(Data for this task Opens)
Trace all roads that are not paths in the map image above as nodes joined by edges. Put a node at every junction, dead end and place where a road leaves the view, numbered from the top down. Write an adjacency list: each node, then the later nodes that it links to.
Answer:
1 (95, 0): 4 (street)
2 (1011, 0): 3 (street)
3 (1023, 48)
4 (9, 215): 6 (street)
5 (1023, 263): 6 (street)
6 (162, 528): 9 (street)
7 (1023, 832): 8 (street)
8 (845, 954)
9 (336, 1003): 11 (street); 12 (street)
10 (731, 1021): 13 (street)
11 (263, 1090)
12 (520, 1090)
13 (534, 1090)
(Data for this task Closes)
*Work to complete*
Retype the entries exactly; leave nothing out.

*Result of the exercise*
Trace all roads that are not paths in the map image above as nodes joined by edges. Put a node at every junction, dead end and place where a road leaves the view, numbered from the top down. Write an adjacency list: each node, then the later nodes that it links to.
Answer:
1 (95, 0): 4 (street)
2 (1011, 0): 3 (street)
3 (1023, 48)
4 (9, 215): 6 (street)
5 (1023, 263): 6 (street)
6 (162, 528): 9 (street)
7 (1023, 832): 8 (street)
8 (845, 954)
9 (336, 1003): 11 (street); 12 (street)
10 (731, 1021): 13 (street)
11 (263, 1090)
12 (520, 1090)
13 (534, 1090)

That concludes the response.